Journal of Contemporary Medicine (Jun 2020)
The Pediatric Case of a Recently Defined Syndrome: Shrunken Pore Syndrome
Abstract
INTRODUCTION: Creatinine was started to be used as a marker of glomerular filtration rate (GFR) in 1920’s. Later in the 1990s, cystatin C was shown to be superior to creatinine in assessing GFR. In some patients, glomerular filtration of cystatin C was found to be low compared to creatinine, and it was hypothesized that glomerular pores may have been shrunken in these patients. For the group of patients having a cystatin C based estimation of GFR (eGFR cystatin C) to creatinine-based estimation of GFR (eGFR creatinine) ratio of ≤60%, the pathophysiological classification is defined as Shrunken Pore Syndrome.
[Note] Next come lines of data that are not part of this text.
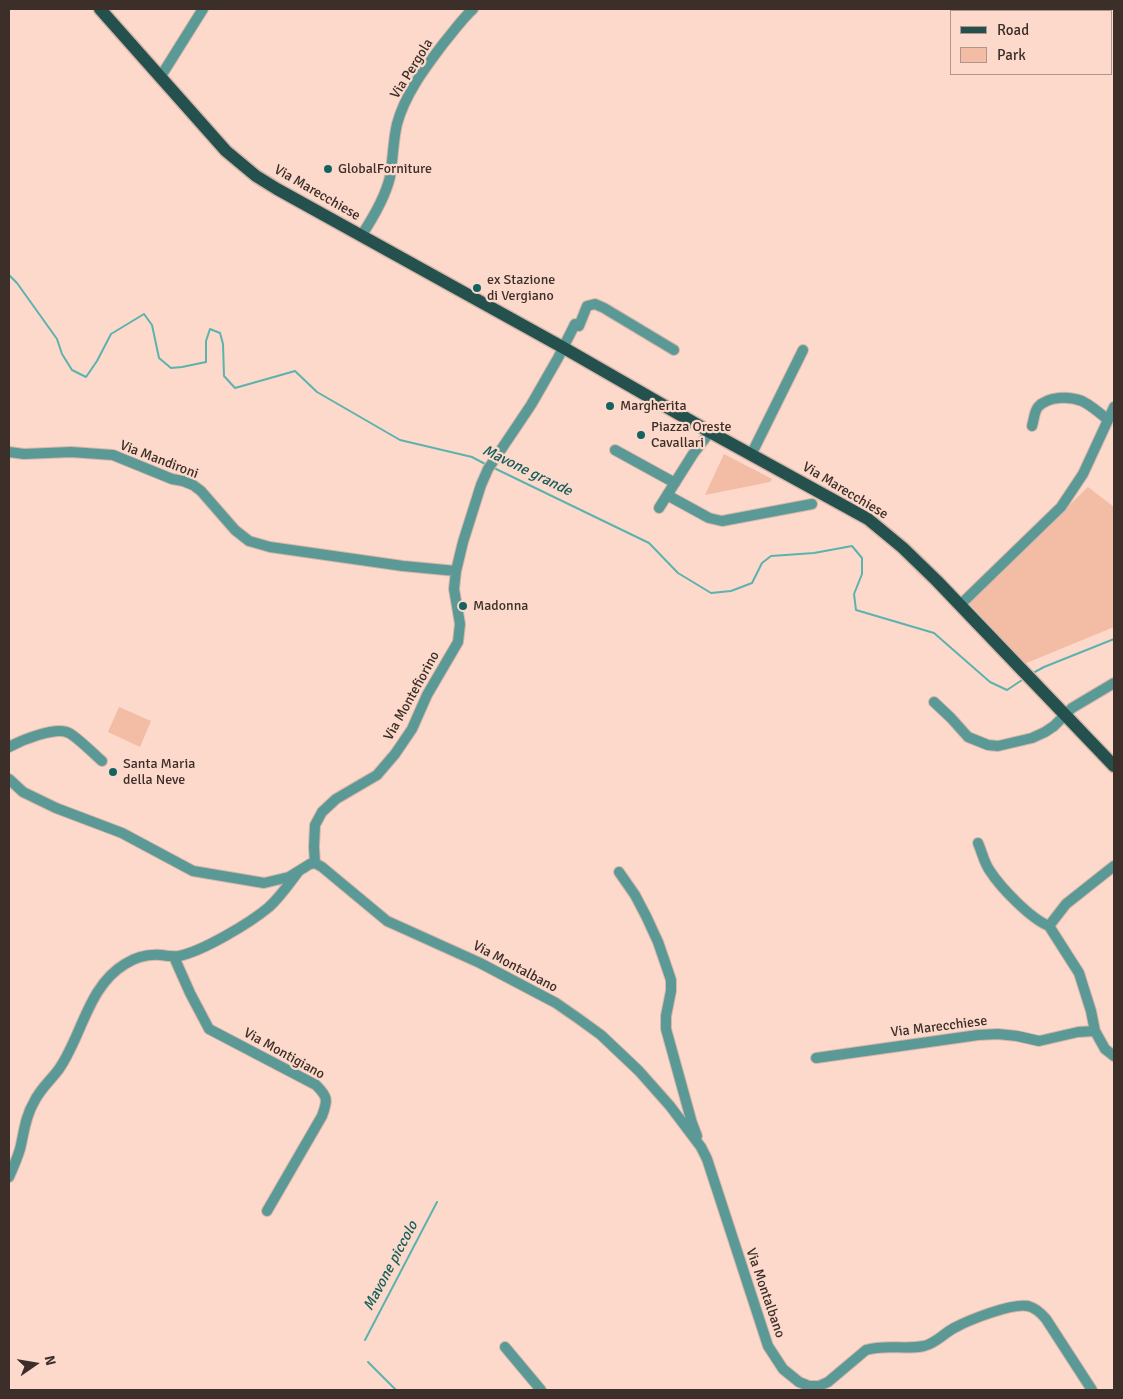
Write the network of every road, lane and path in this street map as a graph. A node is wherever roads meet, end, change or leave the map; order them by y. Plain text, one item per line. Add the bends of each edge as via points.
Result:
1 (100, 9) edge
2 (203, 9) edge
3 (473, 9) edge
4 (161, 76) junction
5 (361, 236) junction
6 (564, 348) junction
7 (674, 350) dead end
8 (803, 350) dead end
9 (1114, 407) edge
10 (1108, 420) junction
11 (1032, 426) dead end
12 (706, 430) junction
13 (615, 450) dead end
14 (9, 452) edge
15 (751, 455) junction
16 (675, 483) junction
17 (667, 495) junction
18 (812, 504) dead end
19 (659, 508) dead end
20 (456, 571) junction
21 (960, 605) junction
22 (1114, 683) edge
23 (934, 702) dead end
24 (1066, 715) junction
25 (9, 747) edge
26 (102, 761) dead end
27 (1114, 766) edge
28 (9, 779) edge
29 (978, 842) dead end
30 (315, 863) junction
31 (1114, 866) edge
32 (298, 872) junction
33 (619, 872) dead end
34 (1049, 926) junction
35 (174, 957) junction
36 (1095, 1031) junction
37 (1114, 1056) edge
38 (816, 1058) dead end
39 (701, 1147) junction
40 (9, 1177) edge
41 (267, 1211) dead end
42 (505, 1348) dead end
43 (541, 1390) edge
44 (1092, 1390) edge

1 - 4 main road, Via Marecchiese
2 - 4 street
3 - 5 street, Via Pergola via 451,34 409,94 398,122 386,193
4 - 5 main road, Via Marecchiese via 226,152 277,189
5 - 6 main road, Via Marecchiese
6 - 7 street via 575,324 579,326 587,306 595,304
6 - 12 main road, Via Marecchiese
6 - 20 street, Via Montefiorino via 488,469 473,508
8 - 15 street
9 - 10 street
10 - 11 street via 1081,401 1060,398 1047,400 1036,408
10 - 21 street via 1083,474 1061,507
12 - 15 main road, Via Marecchiese
12 - 16 street
13 - 16 street
14 - 20 street, Via Mandironi via 113,455 193,485 235,530 249,541 270,548
15 - 21 main road, Via Marecchiese via 868,519 904,548
16 - 17 street
17 - 18 street via 709,518 722,520
17 - 19 street
20 - 30 street, Via Montefiorino via 454,589 460,624 458,642 412,729 395,754 377,775 336,799 322,812 315,825
21 - 24 main road, Via Marecchiese
22 - 24 street
23 - 24 street via 968,737 998,746 1032,738
24 - 27 main road, Via Marecchiese
25 - 26 street via 61,731 70,733
28 - 32 street via 23,792 122,833 193,871 264,883
29 - 34 street via 989,870 997,880 1023,908
30 - 32 street
30 - 39 street, Via Montalbano via 387,921 480,963 556,1004 601,1035 639,1071
31 - 34 street via 1066,904
32 - 35 street via 269,907 194,952
33 - 39 street, Via Montalbano via 646,916 671,980 666,1029
34 - 36 street via 1079,973
35 - 40 street via 148,955 136,958 110,976 96,994 59,1068 33,1102
35 - 41 street, Via Montigiano via 208,1029 316,1085 325,1094 327,1104 322,1116
36 - 37 street via 1105,1049
36 - 38 street, Via Marecchiese via 1039,1041 1017,1036 978,1035
39 - 44 street, Via Montalbano via 768,1346 783,1369 798,1382 819,1386 866,1350 924,1346 975,1318 1018,1306 1030,1306 1046,1319
42 - 43 street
CASE: A 16-month-old female patient was admitted to Ege University Pediatric nephrology clinic with the diagnosis of neurogenic bladder secondary to meningomyelocele. She had a history of antenatal meningomyelocele, and hydrocephalus diagnosed as Arnold Chiari type 2. On postnatal day 1, she had undergone meningomyelocele sac excision and ventriculoperitoneal shunt operation. There was no history of pyelonephritis. Systemic examination revealed a dysmorphic facial appearance, operation scar on her back and syndactyly of the toes, and paraplegia on neurological examination. In laboratory examination; urea: 24 mg/dL, creatinine: 0.3 mg/dL, parathormone: 47 ng/mL, cystatin C: 1.4 mg/L (RR: 0.53-0.95), blood β2 microglobulin: 2716 ng/mL. Patient’s eGFRcystatin C: 107 ml/min/1.73m2 and eGFRcreatinine: 188 ml/min/1.73m2. Shrunken Pore Syndrome was considered due to the difference between the patient's eGFRcystatin C value and eGFRcreatinine value. CONCLUSION: Shrunken Pore Syndrome has no known treatment; however, it is important to diagnose these patients because of accompanying risks such as increased cardiac mortality. With the usage of cystatin C as a marker of GFR, possible mortality risks can be predictable and preventive measures can be taken early on.